*** INPUT FOR THIS TASK Section Begins ***
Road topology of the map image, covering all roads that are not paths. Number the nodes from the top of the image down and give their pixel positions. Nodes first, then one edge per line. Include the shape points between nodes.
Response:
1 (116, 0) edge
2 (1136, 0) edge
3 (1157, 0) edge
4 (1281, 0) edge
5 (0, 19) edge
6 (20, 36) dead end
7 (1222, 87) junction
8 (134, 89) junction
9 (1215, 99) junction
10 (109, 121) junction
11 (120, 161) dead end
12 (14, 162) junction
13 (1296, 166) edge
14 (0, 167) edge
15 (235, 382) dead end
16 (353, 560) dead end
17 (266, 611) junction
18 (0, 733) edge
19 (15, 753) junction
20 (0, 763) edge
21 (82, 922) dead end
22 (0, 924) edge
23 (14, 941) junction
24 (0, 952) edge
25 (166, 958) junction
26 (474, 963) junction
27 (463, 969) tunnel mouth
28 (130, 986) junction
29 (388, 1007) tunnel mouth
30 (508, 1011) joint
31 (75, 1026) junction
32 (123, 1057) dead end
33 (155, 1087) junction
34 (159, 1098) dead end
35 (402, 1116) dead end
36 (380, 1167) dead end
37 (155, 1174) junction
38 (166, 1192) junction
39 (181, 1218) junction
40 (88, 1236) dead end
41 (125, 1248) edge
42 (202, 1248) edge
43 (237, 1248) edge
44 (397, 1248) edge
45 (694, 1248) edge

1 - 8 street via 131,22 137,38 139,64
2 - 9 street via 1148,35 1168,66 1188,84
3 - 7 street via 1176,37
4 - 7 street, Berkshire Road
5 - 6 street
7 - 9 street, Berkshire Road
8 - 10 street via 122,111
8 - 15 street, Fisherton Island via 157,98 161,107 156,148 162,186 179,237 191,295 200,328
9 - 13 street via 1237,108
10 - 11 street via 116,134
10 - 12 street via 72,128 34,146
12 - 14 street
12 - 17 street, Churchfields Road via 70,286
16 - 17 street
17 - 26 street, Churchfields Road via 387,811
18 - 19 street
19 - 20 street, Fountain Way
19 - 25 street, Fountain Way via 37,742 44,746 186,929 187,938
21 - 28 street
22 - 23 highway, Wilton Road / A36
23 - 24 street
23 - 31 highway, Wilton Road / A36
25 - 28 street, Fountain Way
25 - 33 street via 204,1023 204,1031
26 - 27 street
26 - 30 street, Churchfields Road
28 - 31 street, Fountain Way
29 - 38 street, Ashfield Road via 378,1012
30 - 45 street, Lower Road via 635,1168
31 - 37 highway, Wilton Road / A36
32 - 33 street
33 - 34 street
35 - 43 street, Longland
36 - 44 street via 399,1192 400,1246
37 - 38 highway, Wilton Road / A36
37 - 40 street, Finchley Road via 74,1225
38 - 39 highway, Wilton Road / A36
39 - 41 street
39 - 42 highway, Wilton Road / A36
*** INPUT FOR THIS TASK Section Ends ***
● WORK TO BE COMPLETED:
Copy all of the data. Keep every word exactly as it is.

● RESPONSE TO THIS TASK:
Road topology of the map image, covering all roads that are not paths. Number the nodes from the top of the image down and give their pixel positions. Nodes first, then one edge per line. Include the shape points between nodes.
Response:
1 (116, 0) edge
2 (1136, 0) edge
3 (1157, 0) edge
4 (1281, 0) edge
5 (0, 19) edge
6 (20, 36) dead end
7 (1222, 87) junction
8 (134, 89) junction
9 (1215, 99) junction
10 (109, 121) junction
11 (120, 161) dead end
12 (14, 162) junction
13 (1296, 166) edge
14 (0, 167) edge
15 (235, 382) dead end
16 (353, 560) dead end
17 (266, 611) junction
18 (0, 733) edge
19 (15, 753) junction
20 (0, 763) edge
21 (82, 922) dead end
22 (0, 924) edge
23 (14, 941) junction
24 (0, 952) edge
25 (166, 958) junction
26 (474, 963) junction
27 (463, 969) tunnel mouth
28 (130, 986) junction
29 (388, 1007) tunnel mouth
30 (508, 1011) joint
31 (75, 1026) junction
32 (123, 1057) dead end
33 (155, 1087) junction
34 (159, 1098) dead end
35 (402, 1116) dead end
36 (380, 1167) dead end
37 (155, 1174) junction
38 (166, 1192) junction
39 (181, 1218) junction
40 (88, 1236) dead end
41 (125, 1248) edge
42 (202, 1248) edge
43 (237, 1248) edge
44 (397, 1248) edge
45 (694, 1248) edge

1 - 8 street via 131,22 137,38 139,64
2 - 9 street via 1148,35 1168,66 1188,84
3 - 7 street via 1176,37
4 - 7 street, Berkshire Road
5 - 6 street
7 - 9 street, Berkshire Road
8 - 10 street via 122,111
8 - 15 street, Fisherton Island via 157,98 161,107 156,148 162,186 179,237 191,295 200,328
9 - 13 street via 1237,108
10 - 11 street via 116,134
10 - 12 street via 72,128 34,146
12 - 14 street
12 - 17 street, Churchfields Road via 70,286
16 - 17 street
17 - 26 street, Churchfields Road via 387,811
18 - 19 street
19 - 20 street, Fountain Way
19 - 25 street, Fountain Way via 37,742 44,746 186,929 187,938
21 - 28 street
22 - 23 highway, Wilton Road / A36
23 - 24 street
23 - 31 highway, Wilton Road / A36
25 - 28 street, Fountain Way
25 - 33 street via 204,1023 204,1031
26 - 27 street
26 - 30 street, Churchfields Road
28 - 31 street, Fountain Way
29 - 38 street, Ashfield Road via 378,1012
30 - 45 street, Lower Road via 635,1168
31 - 37 highway, Wilton Road / A36
32 - 33 street
33 - 34 street
35 - 43 street, Longland
36 - 44 street via 399,1192 400,1246
37 - 38 highway, Wilton Road / A36
37 - 40 street, Finchley Road via 74,1225
38 - 39 highway, Wilton Road / A36
39 - 41 street
39 - 42 highway, Wilton Road / A36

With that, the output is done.